Toplumu, Kur’an ile buluşturmak istememelerinin nedeni, yaşanan İslam’ın Kur’an’dan ne kadar uzak olduğunu gizleyebilmek içindir. Allah’ın Kur’an’da emrettiğinin, bakın nasıl tam tersini topluma öğretiyorlar ve kabul etmeyenlerin, adeta BİR BİNİN KANI VE MALININ NASIL HELAL OLDUĞUNU SÖYLEYEBİLİYORLAR. Lütfen Kur’an’a sarılarak bu tuzağa düşmeyelim.
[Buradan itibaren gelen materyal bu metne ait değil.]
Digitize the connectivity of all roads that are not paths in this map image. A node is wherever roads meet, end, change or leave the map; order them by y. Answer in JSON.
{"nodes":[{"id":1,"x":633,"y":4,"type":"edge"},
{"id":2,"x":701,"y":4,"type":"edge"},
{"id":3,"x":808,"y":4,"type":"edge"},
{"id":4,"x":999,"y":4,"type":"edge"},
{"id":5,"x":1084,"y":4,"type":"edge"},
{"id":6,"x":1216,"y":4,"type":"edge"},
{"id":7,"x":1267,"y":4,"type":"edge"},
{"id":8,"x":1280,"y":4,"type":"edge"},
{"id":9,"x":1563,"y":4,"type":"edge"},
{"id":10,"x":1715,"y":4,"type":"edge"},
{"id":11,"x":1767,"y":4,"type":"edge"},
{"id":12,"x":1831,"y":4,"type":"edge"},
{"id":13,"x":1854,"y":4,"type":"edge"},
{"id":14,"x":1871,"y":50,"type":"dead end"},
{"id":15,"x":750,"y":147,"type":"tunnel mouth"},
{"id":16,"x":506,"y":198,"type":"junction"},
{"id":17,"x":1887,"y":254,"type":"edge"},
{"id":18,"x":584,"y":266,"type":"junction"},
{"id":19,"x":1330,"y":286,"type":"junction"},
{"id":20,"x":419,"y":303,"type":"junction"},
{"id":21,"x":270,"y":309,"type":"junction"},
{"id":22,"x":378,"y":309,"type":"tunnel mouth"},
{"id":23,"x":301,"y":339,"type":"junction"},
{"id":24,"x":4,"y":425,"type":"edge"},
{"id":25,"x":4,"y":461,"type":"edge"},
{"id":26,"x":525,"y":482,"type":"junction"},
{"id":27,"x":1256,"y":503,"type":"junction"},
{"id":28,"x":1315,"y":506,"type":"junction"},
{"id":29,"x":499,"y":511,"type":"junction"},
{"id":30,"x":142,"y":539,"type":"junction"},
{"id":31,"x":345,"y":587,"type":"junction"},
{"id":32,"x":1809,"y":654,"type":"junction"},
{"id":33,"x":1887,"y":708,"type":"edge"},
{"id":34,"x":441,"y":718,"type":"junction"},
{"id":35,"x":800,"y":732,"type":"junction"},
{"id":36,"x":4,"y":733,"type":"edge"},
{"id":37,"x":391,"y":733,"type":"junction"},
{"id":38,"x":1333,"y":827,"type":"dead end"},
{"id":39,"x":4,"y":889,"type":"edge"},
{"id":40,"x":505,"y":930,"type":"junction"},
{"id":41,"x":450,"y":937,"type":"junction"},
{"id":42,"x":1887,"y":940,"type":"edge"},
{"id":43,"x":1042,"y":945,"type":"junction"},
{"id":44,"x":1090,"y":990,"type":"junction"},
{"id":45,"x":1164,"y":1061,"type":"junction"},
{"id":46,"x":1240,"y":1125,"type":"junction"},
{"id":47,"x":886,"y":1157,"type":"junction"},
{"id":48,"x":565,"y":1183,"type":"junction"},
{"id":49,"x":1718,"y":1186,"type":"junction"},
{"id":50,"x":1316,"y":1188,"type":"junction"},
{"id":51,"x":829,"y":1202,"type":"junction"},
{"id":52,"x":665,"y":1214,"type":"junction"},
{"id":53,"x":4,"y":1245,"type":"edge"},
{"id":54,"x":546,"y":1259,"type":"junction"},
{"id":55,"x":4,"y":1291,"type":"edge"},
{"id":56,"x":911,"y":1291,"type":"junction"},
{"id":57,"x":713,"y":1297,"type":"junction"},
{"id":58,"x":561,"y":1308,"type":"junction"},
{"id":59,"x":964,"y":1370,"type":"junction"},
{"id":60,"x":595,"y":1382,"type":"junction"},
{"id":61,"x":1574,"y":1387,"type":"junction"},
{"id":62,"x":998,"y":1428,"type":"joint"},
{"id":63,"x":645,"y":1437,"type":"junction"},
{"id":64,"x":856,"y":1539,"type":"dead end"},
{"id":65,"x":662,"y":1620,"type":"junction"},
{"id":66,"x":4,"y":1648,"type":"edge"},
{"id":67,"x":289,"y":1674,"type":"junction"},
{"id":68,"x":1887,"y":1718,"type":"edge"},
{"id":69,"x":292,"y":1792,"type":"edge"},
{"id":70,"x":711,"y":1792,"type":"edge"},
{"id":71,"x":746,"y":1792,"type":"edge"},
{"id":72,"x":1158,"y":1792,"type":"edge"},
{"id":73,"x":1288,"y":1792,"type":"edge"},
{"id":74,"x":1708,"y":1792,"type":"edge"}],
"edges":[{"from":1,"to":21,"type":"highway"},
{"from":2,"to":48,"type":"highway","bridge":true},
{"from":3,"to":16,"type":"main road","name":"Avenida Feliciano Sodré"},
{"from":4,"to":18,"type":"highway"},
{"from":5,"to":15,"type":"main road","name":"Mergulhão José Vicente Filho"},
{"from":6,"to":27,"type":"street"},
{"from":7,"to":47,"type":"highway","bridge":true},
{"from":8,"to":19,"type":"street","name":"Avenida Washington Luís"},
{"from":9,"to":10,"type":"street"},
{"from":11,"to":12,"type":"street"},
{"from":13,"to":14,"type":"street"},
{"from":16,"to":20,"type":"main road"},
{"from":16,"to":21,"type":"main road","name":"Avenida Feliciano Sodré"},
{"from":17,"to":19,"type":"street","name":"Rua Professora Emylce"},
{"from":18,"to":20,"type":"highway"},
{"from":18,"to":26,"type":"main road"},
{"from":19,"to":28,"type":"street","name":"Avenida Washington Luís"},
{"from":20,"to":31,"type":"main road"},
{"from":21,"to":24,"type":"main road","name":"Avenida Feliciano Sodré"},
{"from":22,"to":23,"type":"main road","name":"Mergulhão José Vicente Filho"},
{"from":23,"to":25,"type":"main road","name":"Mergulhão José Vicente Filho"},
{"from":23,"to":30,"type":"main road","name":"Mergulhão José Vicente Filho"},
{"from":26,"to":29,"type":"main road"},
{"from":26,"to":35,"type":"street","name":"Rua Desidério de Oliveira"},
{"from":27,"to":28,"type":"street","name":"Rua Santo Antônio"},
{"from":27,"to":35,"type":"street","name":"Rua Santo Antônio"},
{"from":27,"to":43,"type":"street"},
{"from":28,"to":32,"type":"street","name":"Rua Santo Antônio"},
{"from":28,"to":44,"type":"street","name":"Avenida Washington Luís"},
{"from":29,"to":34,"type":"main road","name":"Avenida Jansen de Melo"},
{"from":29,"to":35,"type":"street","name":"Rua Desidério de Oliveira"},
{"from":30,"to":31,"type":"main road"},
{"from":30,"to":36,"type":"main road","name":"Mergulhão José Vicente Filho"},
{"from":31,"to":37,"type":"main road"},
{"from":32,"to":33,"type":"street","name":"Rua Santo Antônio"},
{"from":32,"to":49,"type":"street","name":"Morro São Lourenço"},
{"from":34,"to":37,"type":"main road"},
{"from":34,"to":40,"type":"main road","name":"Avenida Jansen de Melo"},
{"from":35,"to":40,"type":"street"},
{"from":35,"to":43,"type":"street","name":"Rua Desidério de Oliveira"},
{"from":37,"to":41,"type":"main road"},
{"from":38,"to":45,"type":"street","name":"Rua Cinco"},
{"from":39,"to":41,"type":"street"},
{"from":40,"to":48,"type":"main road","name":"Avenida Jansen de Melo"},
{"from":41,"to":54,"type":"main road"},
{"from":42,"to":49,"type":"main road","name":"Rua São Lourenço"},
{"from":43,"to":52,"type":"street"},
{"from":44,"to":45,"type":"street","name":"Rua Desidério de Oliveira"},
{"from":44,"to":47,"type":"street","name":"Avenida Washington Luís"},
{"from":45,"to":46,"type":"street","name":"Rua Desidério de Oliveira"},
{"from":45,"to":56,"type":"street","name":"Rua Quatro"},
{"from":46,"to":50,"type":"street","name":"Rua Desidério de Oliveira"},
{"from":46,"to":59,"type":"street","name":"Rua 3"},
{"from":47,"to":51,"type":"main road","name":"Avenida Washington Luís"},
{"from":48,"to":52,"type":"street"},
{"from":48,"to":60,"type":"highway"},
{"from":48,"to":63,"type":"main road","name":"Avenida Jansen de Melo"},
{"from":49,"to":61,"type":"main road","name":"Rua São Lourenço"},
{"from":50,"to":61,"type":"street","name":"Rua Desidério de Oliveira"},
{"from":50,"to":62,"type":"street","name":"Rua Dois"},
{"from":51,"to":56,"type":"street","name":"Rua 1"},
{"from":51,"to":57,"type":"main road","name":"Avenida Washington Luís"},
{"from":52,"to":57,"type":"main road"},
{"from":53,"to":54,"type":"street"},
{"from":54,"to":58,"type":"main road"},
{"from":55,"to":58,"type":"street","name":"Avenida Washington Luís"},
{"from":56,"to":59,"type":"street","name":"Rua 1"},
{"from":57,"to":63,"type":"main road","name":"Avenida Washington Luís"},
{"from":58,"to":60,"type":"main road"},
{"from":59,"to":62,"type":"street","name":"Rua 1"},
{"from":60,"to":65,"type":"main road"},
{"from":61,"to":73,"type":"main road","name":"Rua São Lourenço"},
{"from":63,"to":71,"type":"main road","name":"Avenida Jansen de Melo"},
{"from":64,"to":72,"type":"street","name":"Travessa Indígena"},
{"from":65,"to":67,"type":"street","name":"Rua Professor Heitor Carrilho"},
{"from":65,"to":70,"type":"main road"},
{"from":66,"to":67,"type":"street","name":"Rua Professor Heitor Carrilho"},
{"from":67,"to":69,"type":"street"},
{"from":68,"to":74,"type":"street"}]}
Allah’a atılan iftiraya bakar mısınız? Allah Kur’an’da biz kullarını çok önemli bir konuda Zümer suresi 18. ayetinde uyarıyor ve ne diyordu? “O KULLARIMI Kİ ONLAR SÖZÜ DİNLERLER, SONRA DA EN GÜZELİNE UYARLAR.” Sizce bu söylenenleri okuduğunuzda, kabul edilecek akla mantığa ve Kur’an’a uyan ddoğru güzel bir söz var mı? Asla yok. Gerçekten de aklını kullanan, Kur’an’a iman eden onun vahyinden haberi olan bir Müslüman, önce karşısındaki her sözü dinler. Daha sonrada en doğrusuna uyar diyor Allah. Gelin birlikte bakalım, bizler Allah’ın bu uyarısına uygun bir iman üzerine mi Allah’ın dini İslam’ı yaşıyoruz, yoksa atalarımızın rivayet inançları ile şekillendirilmiş, Kur’an’a taban tabana ters düşen bir iman üzerinde miyiz? Tabi önce hatırlatmak istediğim bir konu var. Rabbimiz bizleri YALNIZ KUR’AN’AIN İPİNE SARILMAMIZI EMREDİYOR, ÇÜNKÜ SİZLERİ KUR’AN’DAN HESABA ÇEKECEĞİM DİYOR.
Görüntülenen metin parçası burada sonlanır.